Something is wrong with our culture and with every culture in which these things happen. My two little boys have been having a cuddly-toys tea party, and rushing around with pretend cups of tea. All men were like this once. What happens/happened to them that they felt entitled to treat fellow human beings like objects?

SomersetONeil · 06/10/2012 19:41

God this thread is an eye-opener. I was all day to come on and say YABU, but of course, I've had all the low level stuff to me happen. Like so many others, I didn't really think it counted - just an accepted part of life. I'm amazed that there are women out there that have never been groped, felt up, leered at, wolf-whistled, had suggestive comments made, etc, etc...

I honestly think some men have no idea how threatening they can be. What, to them, is perhaps the cut and gib of teens/20s putting yourself out there, flirting, pulling (or trying to), etc, etc, is often really, really unwelcome and threatening for those on the receiving end. They have absolutely no idea how it feels to almost inevitably be the physically weaker one and just know inherently in yourself that if things were to get out of hand, you'd likely be over-powered.

It's not even like most situations get to this point. Low-level groping in a club is just a random guy chancing his arm. But for the physically weaker person it is - or easily can be - intimidating and scary. I honestly think that so many men have no idea of what that feels like, and how it pretty much always puts you on the back foot. They're just having a laugh, trying it on, it doesn't really mean anything, get over your self, it's no big deal, done by them and forgotten instantly. But for women who accept this as part and parcel of every day life - and when the attention is not invited and welcome - it is intimidating. And I'm 5'9".

I was walking home from town (broad daylight) once when coming in the opposite direction to me was a girl of about 14. Hanging around was about 3 or 4 boys (they were about the same age as her). As she walked past, they made all sorts of comments. Didn't physically touch her or actually threaten her, just these comments. I couldn't hear what they said - but I could feel the fear literally emanating off her. You could almost see her try to shrink herself to make herself smaller, invisible. I stayed and watched to make sure they didn't go after her. It was such a complete and utter non-event in the minds of those boys, but for her it was awful - and for me as nothing more than a mere witness, it was so tangible I'll probably never forget it.

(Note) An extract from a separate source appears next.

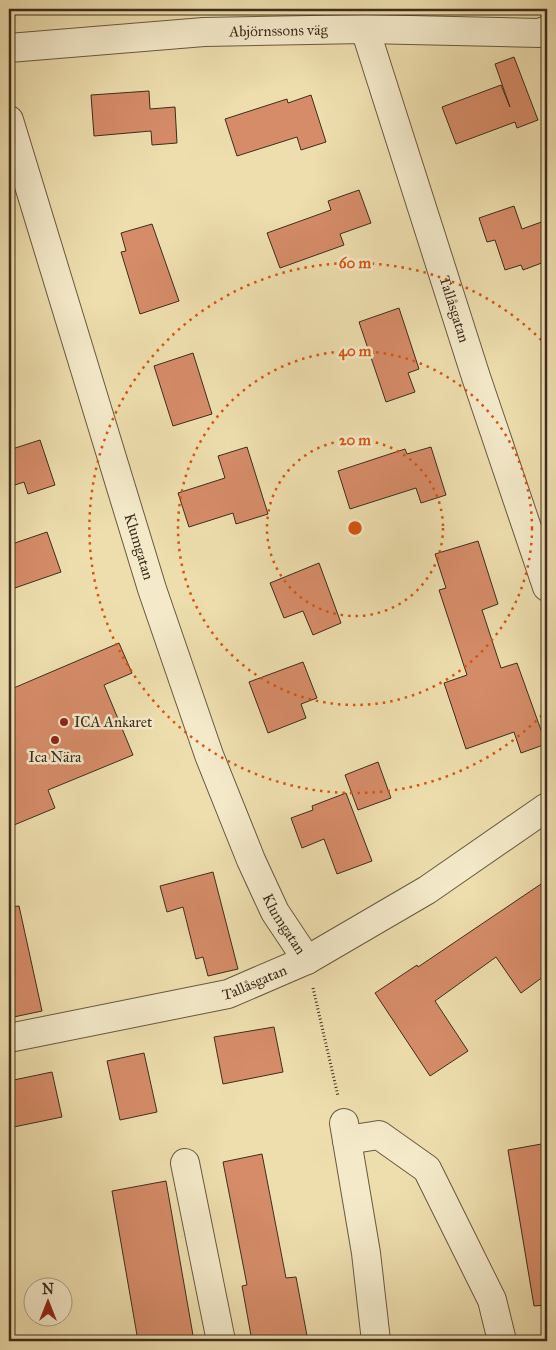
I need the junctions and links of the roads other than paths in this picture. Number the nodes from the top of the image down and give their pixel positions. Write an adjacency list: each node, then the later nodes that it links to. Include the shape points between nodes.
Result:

I was groped in the street by a 10 year old boy in broad daylight aged about 25 or 26. I was shocked speechless at the brass neck of him. Although I was hardly scarred for life, it really shook me as it was quite aggressive and obviously done for laughs and - effectively - for me to be ridiculed. That 10 year old feral little shit probably forgot about it 5 mins later, but 12 years on I still remember it.

I also worked in a bar in the City for nearly two years. As a barmaid, you basically sign yourself up for it. You totally are fair game. I was touched incessantly - not always in a sexual way - often just a hand in the waist or arm, but of course much more as well. Felt up, propositioned. I was 24 and didn't even think to mind. I was a barmaid, what did I expect? And of course, the barmaid that reprimands every man who touches her isn't exactly going to be appreciated by management...!

So on reflection I have been very lucky - no rape, no abuse, just bog standard 'mild' harassment. I'm so sorry for what some of you have been through. :(

VeritableSmorgasbord · 06/10/2012 19:56

I've been thinking about this thread all day.
One thing it has brought home - I think this is important actually - is that I have been alone with a lot of men, as a child and as a woman, and they have behaved decently and well.
Certainly there are some men who never behave decently around women and girls, and I think it's unclear whether they are the majority or minority. I wish more decent men realised that.